Rolled your ankle?!
Ankle sprains are the most common injury in sports and physical activity, estimating to be about 25% of all injuries across sports. Of all ankle injuries 85% involve the lateral ankle ligaments. There is strong evidence suggesting there is an increase risk of re-spraining your ankle as much as two fold within the first year of spraining your ankle.
Yes, the ankle needs to be addressed but so do BOTH hips. According to an article by Bullock-Saxton et al. 1994, ankle sprain injuries can affect hip muscle activation. The study found a delay in the onset of activation of the gluteus maximus with changes occurring on both sides!

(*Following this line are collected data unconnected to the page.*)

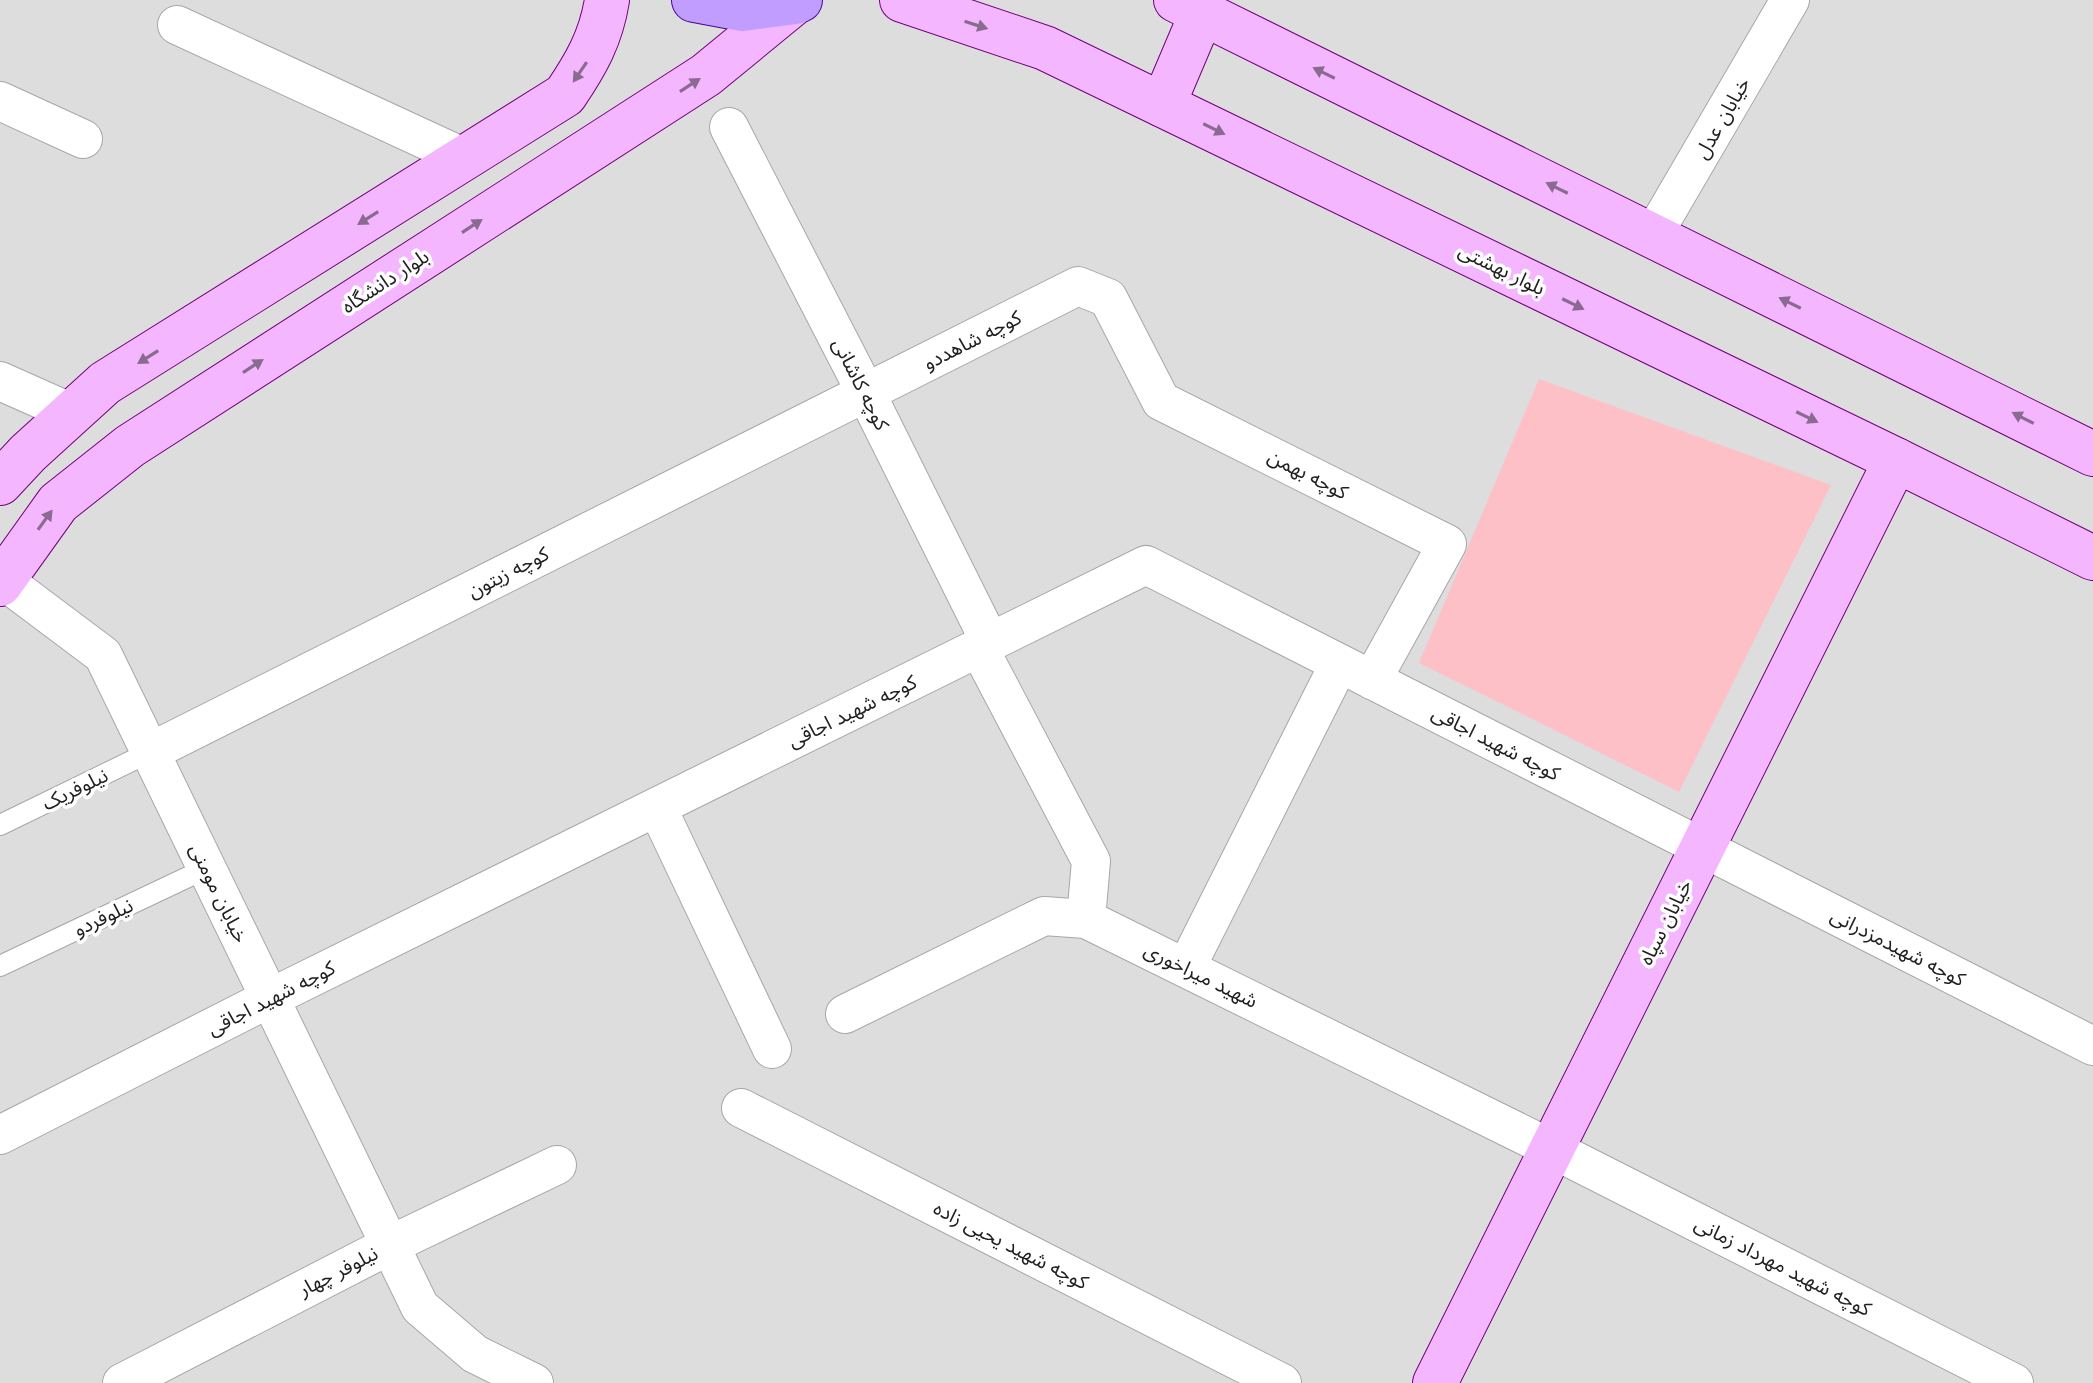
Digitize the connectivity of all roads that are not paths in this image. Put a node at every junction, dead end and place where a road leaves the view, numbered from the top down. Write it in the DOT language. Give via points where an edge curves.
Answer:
graph roads {
  1 [pos="607,0"];
  2 [pos="694,0"];
  3 [pos="902,0"];
  4 [pos="1790,0"];
  5 [pos="797,1"];
  6 [pos="1189,6"];
  7 [pos="177,25"];
  8 [pos="0,101"];
  9 [pos="1163,105"];
  10 [pos="729,127"];
  11 [pos="83,139"];
  12 [pos="465,158"];
  13 [pos="1653,235"];
  14 [pos="1078,286"];
  15 [pos="0,381"];
  16 [pos="866,393"];
  17 [pos="72,413"];
  18 [pos="2093,454"];
  19 [pos="1896,460"];
  20 [pos="0,483"];
  21 [pos="2093,558"];
  22 [pos="1,582"];
  23 [pos="985,645"];
  24 [pos="1356,672"];
  25 [pos="150,752"];
  26 [pos="657,807"];
  27 [pos="0,825"];
  28 [pos="1702,848"];
  29 [pos="207,868"];
  30 [pos="1086,919"];
  31 [pos="0,966"];
  32 [pos="1186,968"];
  33 [pos="270,998"];
  34 [pos="845,1014"];
  35 [pos="2093,1046"];
  36 [pos="772,1049"];
  37 [pos="741,1108"];
  38 [pos="0,1135"];
  39 [pos="1552,1149"];
  40 [pos="557,1165"];
  41 [pos="390,1245"];
  42 [pos="122,1383"];
  43 [pos="534,1383"];
  44 [pos="1282,1383"];
  45 [pos="1435,1383"];
  46 [pos="2014,1383"];
  1 -- 12 [label="street, one-way" via="589,59 565,95"];
  2 -- 5 [label="main road" via="742,9"];
  3 -- 9 [label="street, بلوار بهشتی, one-way" via="1045,48"];
  4 -- 13 [label="street, خیابان عدل"];
  22 -- 5 [label="street, بلوار دانشگاه, one-way" via="58,503 130,446 706,75"];
  6 -- 9 [label="street"];
  13 -- 6 [label="street, one-way"];
  7 -- 12 [label="street"];
  8 -- 11 [label="street"];
  9 -- 19 [label="street, بلوار بهشتی, one-way"];
  10 -- 16 [label="street, کوچه کاشانی"];
  12 -- 17 [label="street, one-way" via="105,383"];
  18 -- 13 [label="street, one-way"];
  14 -- 16 [label="street, کوچه شاهددو"];
  14 -- 24 [label="street, کوچه بهمن" via="1108,298 1161,401 1447,544"];
  15 -- 17 [label="street"];
  16 -- 23 [label="street, کوچه کاشانی"];
  16 -- 25 [label="street, کوچه زیتون"];
  17 -- 20 [label="street"];
  19 -- 21 [label="street, بلوار بهشتی"];
  19 -- 28 [label="street, خیابان سپاه"];
  22 -- 25 [label="street, خیابان مومنی" via="103,655"];
  23 -- 24 [label="street, کوچه شهید اجاقی" via="1146,565"];
  23 -- 26 [label="street, کوچه شهید اجاقی"];
  23 -- 30 [label="street, کوچه کاشانی" via="1091,861"];
  24 -- 28 [label="street, کوچه شهید اجاقی"];
  24 -- 32 [label="street"];
  25 -- 27 [label="lane, نیلوفریک"];
  25 -- 29 [label="street, خیابان مومنی"];
  26 -- 33 [label="street, کوچه شهید اجاقی"];
  26 -- 36 [label="street"];
  28 -- 35 [label="street, کوچه شهیدمزدرانی"];
  28 -- 39 [label="street, خیابان سپاه"];
  29 -- 31 [label="lane, نیلوفردو"];
  29 -- 33 [label="street, خیابان مومنی"];
  30 -- 32 [label="street, شهید میراخوری"];
  30 -- 34 [label="street, شهید میراخوری" via="1044,916"];
  32 -- 39 [label="street, شهید میراخوری"];
  33 -- 38 [label="street, کوچه شهید اجاقی"];
  33 -- 41 [label="street, خیابان مومنی"];
  37 -- 44 [label="street, کوچه شهید یحیی زاده"];
  39 -- 45 [label="street, خیابان سپاه"];
  39 -- 46 [label="street, کوچه شهید مهرداد زمانی"];
  40 -- 41 [label="street, نیلوفر چهار"];
  41 -- 42 [label="street, نیلوفر چهار"];
  41 -- 43 [label="street, خیابان مومنی" via="420,1307 475,1354"];
}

Another study by the same lead authors also found a decrease in local sensation and vibration perception as well as a decrease in bilateral proximal muscle function changes and local sensory changes.
1) Get Things Moving in Non Weight Bearing - we want to get motion as soon as possible that is tolerable
2) Integrate Core & Hip Strengthening - we need to get the hip muscles activated and working again
3) Re-introduce Weight Bearing Exercises, Agility, and Proprioception - As we return to normal activities, it is important to challenge the dynamic ankle and hip stabilizers, and re-train local sensation at the ankle!
This is a snapshot of an ankle sprain rehab program! It is recommended a skilled movement practitioner, such as a physical therapist, evaluates you and guides you through the progressions when it is appropriate to do so. If you’re in the greater Los Angeles area, contact us!
Bullock-Saxton J E, Janda V, Bullock M I. The influence of ankle sprain injury on muscle activation during hip extension. Int J Sports Med. 1994;15:330–334.
Bullock-Saxton J E. Sensory changes associated with severe ankle sprain. Scand J Rehabil Med. 1995;27:161–167.